Git

Introduction

When working on projects for this class, you'll need some way to share code with your partner. Some people simply email code, others use Dropbox. Then there's the problem of combining changes. If you've tried this, you'll know that it is a hassle.

That's where Git comes in. Git is a version control system that has 2 features that are useful for this class:

  1. Code merging: automatically merge changes between multiple collaborators
  2. Revision tracking: keep track of previous changes and revert back to them in case of an accident

When using Git, your code is stored in a repository (repo for short). As you edit code, you will be pushing changes so that collaborators will receive your changes.

This document uses Git's book as reference.

Installing Git

You can download the latest version of Git here.

The Windows version comes with a Git Bash terminal emulator that is similar to Cygwin. It's basically another command line that you'll be using to interact with Git.

Online Hosting

In addition to Git (used from the command line), many people also use an online hosting service. These services provide a centralized overview of your project. Here are two such services:

  • GitHub: a very popular choice — many, if not most, people use GitHub.
  • Bitbucket: allows users to create an unlimited number of private repositories.

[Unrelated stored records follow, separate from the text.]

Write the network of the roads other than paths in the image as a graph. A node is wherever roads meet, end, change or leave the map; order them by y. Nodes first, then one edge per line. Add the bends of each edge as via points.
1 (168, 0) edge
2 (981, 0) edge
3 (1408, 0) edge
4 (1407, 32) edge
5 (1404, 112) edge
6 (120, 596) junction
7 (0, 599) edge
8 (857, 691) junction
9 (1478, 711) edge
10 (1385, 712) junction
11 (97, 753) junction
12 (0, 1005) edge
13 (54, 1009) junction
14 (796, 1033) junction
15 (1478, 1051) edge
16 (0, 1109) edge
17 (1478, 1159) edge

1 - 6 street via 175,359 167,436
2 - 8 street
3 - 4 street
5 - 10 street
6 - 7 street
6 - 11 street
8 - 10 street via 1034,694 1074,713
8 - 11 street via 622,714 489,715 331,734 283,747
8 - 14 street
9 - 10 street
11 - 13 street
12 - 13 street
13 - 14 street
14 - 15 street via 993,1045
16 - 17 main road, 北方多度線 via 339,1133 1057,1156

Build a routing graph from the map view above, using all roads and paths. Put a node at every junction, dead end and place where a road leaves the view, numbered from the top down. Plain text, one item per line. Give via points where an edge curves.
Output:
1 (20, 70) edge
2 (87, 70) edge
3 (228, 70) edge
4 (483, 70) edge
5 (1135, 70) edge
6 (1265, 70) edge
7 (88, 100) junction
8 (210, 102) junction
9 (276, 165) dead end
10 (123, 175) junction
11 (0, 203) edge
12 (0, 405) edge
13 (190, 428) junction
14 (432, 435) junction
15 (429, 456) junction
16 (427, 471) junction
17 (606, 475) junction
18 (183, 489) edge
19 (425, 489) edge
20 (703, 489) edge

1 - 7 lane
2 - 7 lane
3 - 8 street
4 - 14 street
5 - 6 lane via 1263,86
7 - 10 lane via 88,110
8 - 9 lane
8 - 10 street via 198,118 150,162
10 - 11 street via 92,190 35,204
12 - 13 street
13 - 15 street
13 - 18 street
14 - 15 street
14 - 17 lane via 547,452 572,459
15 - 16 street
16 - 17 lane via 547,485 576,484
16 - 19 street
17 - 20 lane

GitHub also gives you a small number of private repos, but the number is limited. For this reason, we encourage you to use Bitbucket for this class. Remember, you may only share code with your partner. Sharing, or even showing code to anyone besides your partner and the 61A staff is considered cheating. In the past, we've had incidents of students copying code from the public repos of other students — make sure this doesn't happen to you.

That's not to say you shouldn't use GitHub at all. You can (and should) use GitHub for your own (not class related) projects.

For the remainder of this tutorial, we'll be using Bitbucket as our hosting service. The process is pretty much the same if you use GitHub.

Getting Started

First, create an account on Bitbucket.

You'll be taken to your homepage. There should be a button labeled "Create repository." Every project starts with a repository — this is where you'll be storing your code.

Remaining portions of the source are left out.